A declaração final da reunião dos chefes de diplomacias do G7, em Charlevoix, no Canadá, reafirma o seu “apoio inabalável” à integridade territorial da Ucrânia e ameaça a Rússia com novas sanções se não apoiar a proposta norte-americana de trégua, já aceite por Kiev.

O grupo apela também para a implementação de “acordos de segurança robustos” para evitar uma nova “agressão” russa na Ucrânia.

O G7 demonstrou “forte unidade” nas discussões sobre a Ucrânia, disse Mélanie Joly, ministra dos Negócios Estrangeiros do Canadá, anfitriã da reunião, que já indicara estar em redação uma forte declaração final.

“Apoiamos a proposta americana de cessar-fogo, aceite pelos ucranianos, e continuamos a aguardar a reação russa”, acrescentou, no último dia de discussões.

“No que diz respeito à Ucrânia, a bola está com a Rússia”, acrescentou.

Na semana anterior, também a União Europeia se mostrou “do lado dos soldados ucranianos”. António Costa, presidente do Consleho Europeu, lembrou: “Estamos contigo, Volodomyr, e vamos continuar no futuro”.
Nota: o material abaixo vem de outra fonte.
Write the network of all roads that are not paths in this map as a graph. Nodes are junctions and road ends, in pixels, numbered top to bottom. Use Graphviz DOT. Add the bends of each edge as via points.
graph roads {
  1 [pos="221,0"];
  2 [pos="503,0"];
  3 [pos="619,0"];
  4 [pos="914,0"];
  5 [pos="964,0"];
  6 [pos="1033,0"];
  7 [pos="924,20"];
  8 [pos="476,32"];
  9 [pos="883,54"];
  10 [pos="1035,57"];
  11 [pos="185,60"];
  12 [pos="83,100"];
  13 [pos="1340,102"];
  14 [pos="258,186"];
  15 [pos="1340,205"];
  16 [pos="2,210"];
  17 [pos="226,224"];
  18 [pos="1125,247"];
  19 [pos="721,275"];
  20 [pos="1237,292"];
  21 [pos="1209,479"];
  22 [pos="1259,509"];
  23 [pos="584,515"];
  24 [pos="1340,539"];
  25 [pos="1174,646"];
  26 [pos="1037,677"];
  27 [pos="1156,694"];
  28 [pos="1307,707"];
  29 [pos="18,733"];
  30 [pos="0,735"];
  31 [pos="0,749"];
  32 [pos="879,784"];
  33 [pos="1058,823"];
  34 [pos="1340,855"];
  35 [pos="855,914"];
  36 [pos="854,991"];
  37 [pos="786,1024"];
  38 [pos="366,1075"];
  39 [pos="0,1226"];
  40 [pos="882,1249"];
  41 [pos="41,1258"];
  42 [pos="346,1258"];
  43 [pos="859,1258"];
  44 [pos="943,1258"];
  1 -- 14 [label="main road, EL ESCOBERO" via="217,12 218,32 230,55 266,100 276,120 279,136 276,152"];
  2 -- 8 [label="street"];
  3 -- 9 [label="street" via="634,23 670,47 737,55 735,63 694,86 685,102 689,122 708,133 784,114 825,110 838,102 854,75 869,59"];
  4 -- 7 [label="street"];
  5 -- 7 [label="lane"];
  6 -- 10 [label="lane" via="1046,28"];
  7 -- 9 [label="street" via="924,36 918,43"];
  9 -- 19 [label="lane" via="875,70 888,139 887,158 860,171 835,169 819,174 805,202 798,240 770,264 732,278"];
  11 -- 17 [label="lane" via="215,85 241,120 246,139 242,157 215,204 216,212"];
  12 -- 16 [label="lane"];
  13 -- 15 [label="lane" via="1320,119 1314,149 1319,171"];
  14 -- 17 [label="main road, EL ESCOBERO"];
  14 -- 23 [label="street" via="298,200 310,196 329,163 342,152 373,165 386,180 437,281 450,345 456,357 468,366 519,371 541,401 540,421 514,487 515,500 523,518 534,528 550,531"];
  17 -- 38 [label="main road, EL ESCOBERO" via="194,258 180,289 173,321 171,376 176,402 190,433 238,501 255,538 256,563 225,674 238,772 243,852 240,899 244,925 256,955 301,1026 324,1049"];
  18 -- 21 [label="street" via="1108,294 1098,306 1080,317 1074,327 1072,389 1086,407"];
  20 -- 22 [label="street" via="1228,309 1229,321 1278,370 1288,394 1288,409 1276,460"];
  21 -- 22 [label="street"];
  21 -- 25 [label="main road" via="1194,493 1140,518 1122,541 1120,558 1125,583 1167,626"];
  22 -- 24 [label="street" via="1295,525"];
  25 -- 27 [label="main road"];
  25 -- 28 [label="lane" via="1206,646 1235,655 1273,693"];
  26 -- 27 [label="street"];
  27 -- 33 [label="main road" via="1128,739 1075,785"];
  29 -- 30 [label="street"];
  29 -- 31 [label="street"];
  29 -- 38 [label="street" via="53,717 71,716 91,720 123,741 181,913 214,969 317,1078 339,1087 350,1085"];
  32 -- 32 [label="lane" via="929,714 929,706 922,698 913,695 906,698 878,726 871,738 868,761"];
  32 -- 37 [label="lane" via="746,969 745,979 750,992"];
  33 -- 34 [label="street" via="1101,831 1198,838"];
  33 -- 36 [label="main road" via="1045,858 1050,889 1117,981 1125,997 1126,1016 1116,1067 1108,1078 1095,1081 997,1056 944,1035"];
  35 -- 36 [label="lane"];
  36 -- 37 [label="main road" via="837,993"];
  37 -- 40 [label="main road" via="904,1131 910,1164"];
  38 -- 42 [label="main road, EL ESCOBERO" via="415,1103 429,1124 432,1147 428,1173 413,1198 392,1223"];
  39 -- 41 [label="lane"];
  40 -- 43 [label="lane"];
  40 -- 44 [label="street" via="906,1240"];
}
A par disso, a União Europeia (UE) continua empenhada em garantir que a Ucrânia se “torne num membro da UE” e atingir a “paz justa e duradoura”, refere Úrsula Von der Leyen.

Paulo Rangel “cauteloso” com a posição da Rússia

Em visita a Kiev, capital da Ucrânia, o ministro dos Negócios Estrangeiros disse hoje que “obviamente Portugal vem reafirmar, num momento fundamental, que estamos aqui para apoiar esta disponibilidade que o governo da Ucrânia têm mostrado para encontrar uma solução para este conflito que foi motivado pela agressão russa”.

“Os países europeus amigos da Ucrânia vão ser chamados a dar garantias de segurança e contribuir para a reconstrução da Ucrânia”, acrescenta. E, aí, “Portugal estará sempre, obviamente, disponível nesse apoio militar, financeiro e político”.

Na sua opinião, “Portugal tem relações muito estreitas com todos os cantos do planeta e tem capacidade – com soft power, o poder suave – de influenciar” estas matérias.

Em relação à posição da Rússia neste acordo, Paulo Rangel está “extremamente cauteloso”, principalmente após declarações do Presidente russo, Vladimir Putin.

“Estou extremamente cauteloso, não estou nada seguro de que a Federação Russa vá aceitar o cessar-fogo“, disse Paulo Rangel, em declarações aos jornalistas, em Kiev.

O ministro dos Negócios Estrangeiros insistiu que “não há qualquer certeza sobre o avanço deste acordo”, mas advertiu que Washington — que está a fazer a mediação deste acordo — “fez saber que o compromisso que está em cima da mesa é claramente aceitável para as duas partes”.

Sobre a declaração feita na quinta-feira pelo Presidente russo, Paulo Rangel considera que “a proclamação inicial parecia ser encorajador”, mas o detalhe das exigências feitas por Vladimir Putin não deixou margem para celebrar um acordo de cessar-fogo.